There is the occasional glance into my direction, one or two smiles, but one man is staring at me in a way that makes me uncomfortable. He seems to be there with his wife and young son, and I wish I didn’t have the feeling that he is more interested in me than in them. I turn my back to him and concentrate on the bread crumbs in my hand.

Our sins float on the waters of the Ouse, only to be engorged and digested by the ducks and swans that have congregated by the embankment.

Staring Guy appears next to me at the railings and stares again. And grins.


What?”
I snap, as if we were waiting at a bus stop in New York.

He flinches a little, but the grin on his face does not waver.

“Anna-Banana!” he says. “You still haven’t got any tits.”

Now it is my turn to stare.

“Oh, fuck off, Bernie!”

It is, as they say, as if we had never been apart.

Bernie, one year ahead of me, came to Ardrossan and did the prudent thing: he joined Temple Beth David.

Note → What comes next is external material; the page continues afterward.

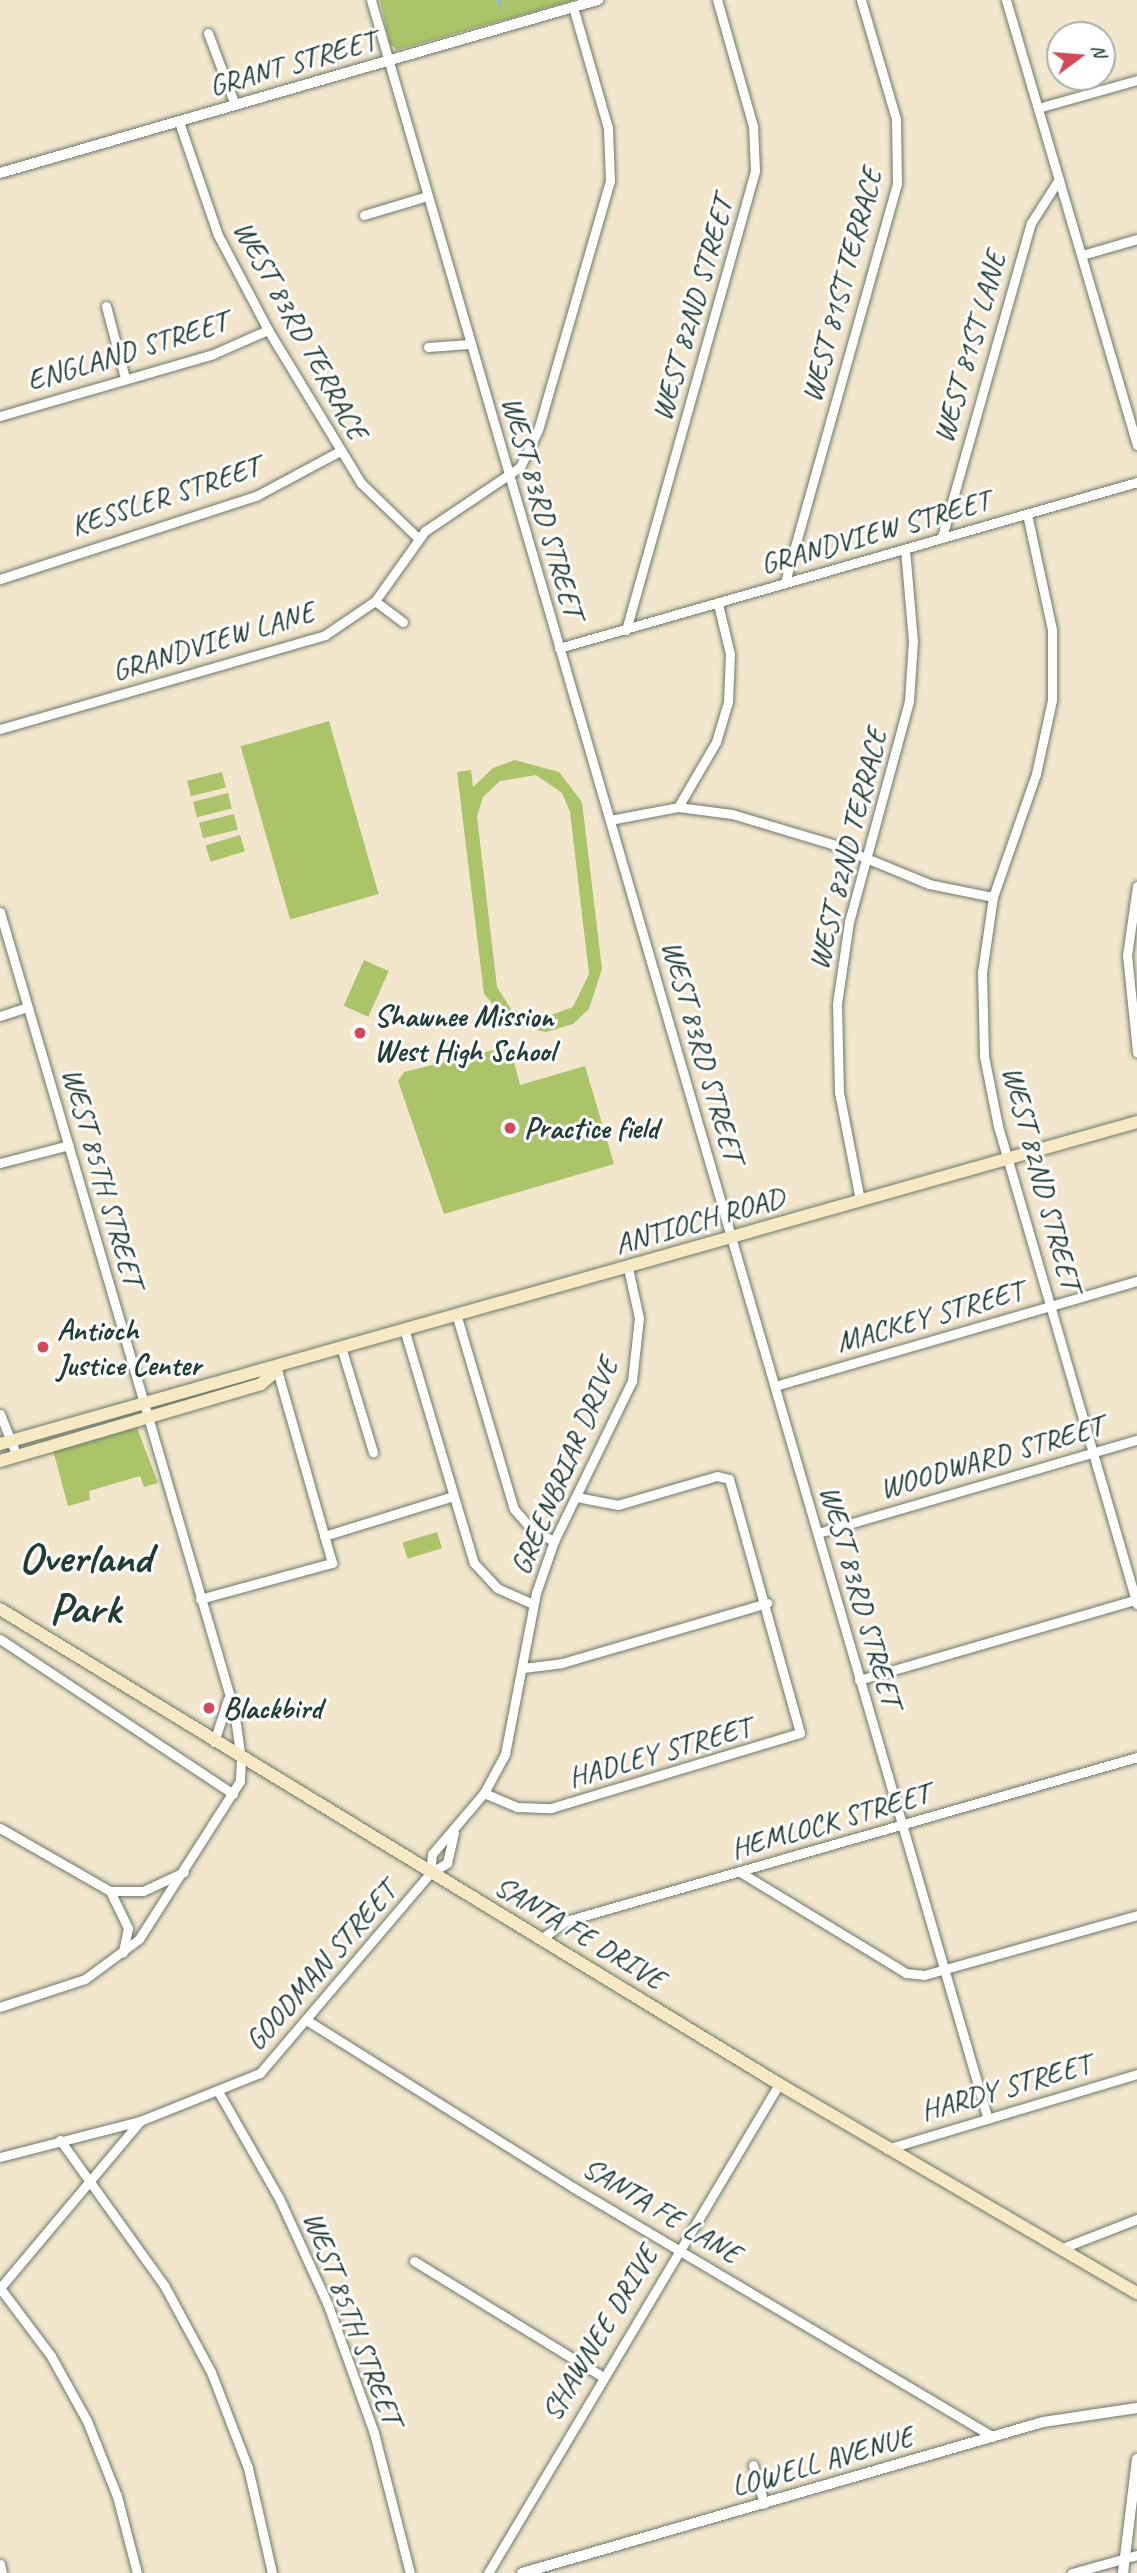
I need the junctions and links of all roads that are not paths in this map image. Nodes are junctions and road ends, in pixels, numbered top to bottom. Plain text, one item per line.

There he met Elvira, a recently divorced single parent; last summer the three of them moved into a new house together. I am not surprised that I didn’t immediately recognize him; he is one of those rare people who are more attractive as adults than as children. Pudgy Bernie has not quite grown to six foot, but he is very fit and evidently takes care of himself.

“Ah, you found each other!” Cantor Young comes toward us.

“Better than that, Avi—we already knew each other!”

Avi Young fully appreciates the little
shtick
—presented by Bernie and me as a comic double act—in which we sketch our history for him, Chinese burns and all, and soon we are standing in a little huddle with Avi Young, Freddy Katz, and two friends of his.

“Who is that woman who is making all the men laugh?” one of Freddy’s daughters asks her mother.

“Never mind her, honey. She came to shul by car this morning. She’s from New York.”

Oh, and you’re straight from Lyubavichi, are you, Margele?

In contrast, Elvira—a buxom, Sephardic-looking woman who I’m guessing is a few years older than Bernie—welcomes me, literally, with open arms. And with a plan.